The White House, in a slightly more optimistic forecast, predicted Thursday the economy will log solid growth and that the nation's unemployment rate will dip lower this year.

The Bush administration forecast that the gross domestic product will grow by 3.6 percent, as measured from the fourth quarter of last year to the fourth quarter of this year. That is a better than its previous forecast of a 3.4 percent growth rate for this year.

The upgraded forecast comes despite a run up in energy prices and mostly reflects the big growth spurt recorded by the economy in the opening quarter of this year.

For all of 2005, the economy expanded at a 3.2 percent pace.

The White House continues to project good economic growth in 2007 and 2008, at 3.3 percent of 3.2 percent respectively. Those forecasts are unchanged from previous estimates.

The administration's new forecasts also predicted further improvement in the nation's unemployment rate, which had edged down to 5.1 percent by the end of last year.

The White House now expects the jobless rate for all of 2006 to drop to 4.7 percent, which is lower than its previous forecast of a 5 percent unemployment rate.

However, in 2007 the unemployment rate would inch up to 4.8 percent and to 4.9 percent in 2008, according to the new forecast. Still, that would be better than the old forecast, which had the jobless rates in 2007 and 2008 at 5 percent.

Inflation, however, is projected to turn higher this year than thought six months ago.

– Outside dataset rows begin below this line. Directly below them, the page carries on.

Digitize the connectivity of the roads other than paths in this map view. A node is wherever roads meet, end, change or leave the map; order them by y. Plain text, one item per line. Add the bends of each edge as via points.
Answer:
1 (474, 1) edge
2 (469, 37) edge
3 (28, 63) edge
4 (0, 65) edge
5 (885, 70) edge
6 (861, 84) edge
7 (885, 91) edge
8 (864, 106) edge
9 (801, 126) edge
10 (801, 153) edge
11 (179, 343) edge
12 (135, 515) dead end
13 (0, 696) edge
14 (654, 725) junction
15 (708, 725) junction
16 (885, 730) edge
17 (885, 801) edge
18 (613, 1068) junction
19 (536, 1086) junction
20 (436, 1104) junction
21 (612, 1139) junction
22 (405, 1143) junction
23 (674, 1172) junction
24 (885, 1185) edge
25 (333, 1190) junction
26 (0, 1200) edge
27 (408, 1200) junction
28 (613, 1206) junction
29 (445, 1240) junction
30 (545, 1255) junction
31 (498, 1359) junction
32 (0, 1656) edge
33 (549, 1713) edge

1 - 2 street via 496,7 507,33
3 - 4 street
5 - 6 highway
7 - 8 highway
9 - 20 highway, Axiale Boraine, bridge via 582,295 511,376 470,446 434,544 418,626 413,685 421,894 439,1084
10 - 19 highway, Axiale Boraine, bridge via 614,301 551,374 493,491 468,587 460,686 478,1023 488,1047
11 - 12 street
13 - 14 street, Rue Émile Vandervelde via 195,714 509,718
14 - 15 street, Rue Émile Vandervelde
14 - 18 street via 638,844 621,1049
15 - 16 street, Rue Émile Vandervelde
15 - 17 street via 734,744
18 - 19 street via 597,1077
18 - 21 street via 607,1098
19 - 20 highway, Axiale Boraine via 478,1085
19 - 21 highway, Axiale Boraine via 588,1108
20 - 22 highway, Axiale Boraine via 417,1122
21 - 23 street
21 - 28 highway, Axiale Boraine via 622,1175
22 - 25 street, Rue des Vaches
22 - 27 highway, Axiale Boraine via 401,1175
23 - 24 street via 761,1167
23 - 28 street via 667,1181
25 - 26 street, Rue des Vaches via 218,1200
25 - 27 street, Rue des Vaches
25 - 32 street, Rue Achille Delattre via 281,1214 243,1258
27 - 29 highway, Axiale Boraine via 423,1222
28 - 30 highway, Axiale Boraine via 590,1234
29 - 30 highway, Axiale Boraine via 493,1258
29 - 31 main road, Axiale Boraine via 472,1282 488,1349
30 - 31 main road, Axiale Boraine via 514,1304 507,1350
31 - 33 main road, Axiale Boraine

Consumer prices are expected to rise by 3 percent this year, up from a previous forecast of a 2.4 percent rise in consumer inflation. That higher inflation forecast reflects the big jump in energy prices seen this year.

Oil prices topped a record high of $75 a barrel in late April; they are now hovering above $69 a barrel. Gasoline prices, which have marched higher, are above $3 a gallon in some areas.

Inflation should calm down a bit over the next two years, rising by a more moderate 2.4 percent in 2007 and 2008, the White House said, the same as previously forecast.

Its economic forecasts are issued twice a year. The projections were mainly developed by a team of people from the White House's Council of Economic Advisers, the Treasury Department and the Office of Management and Budget.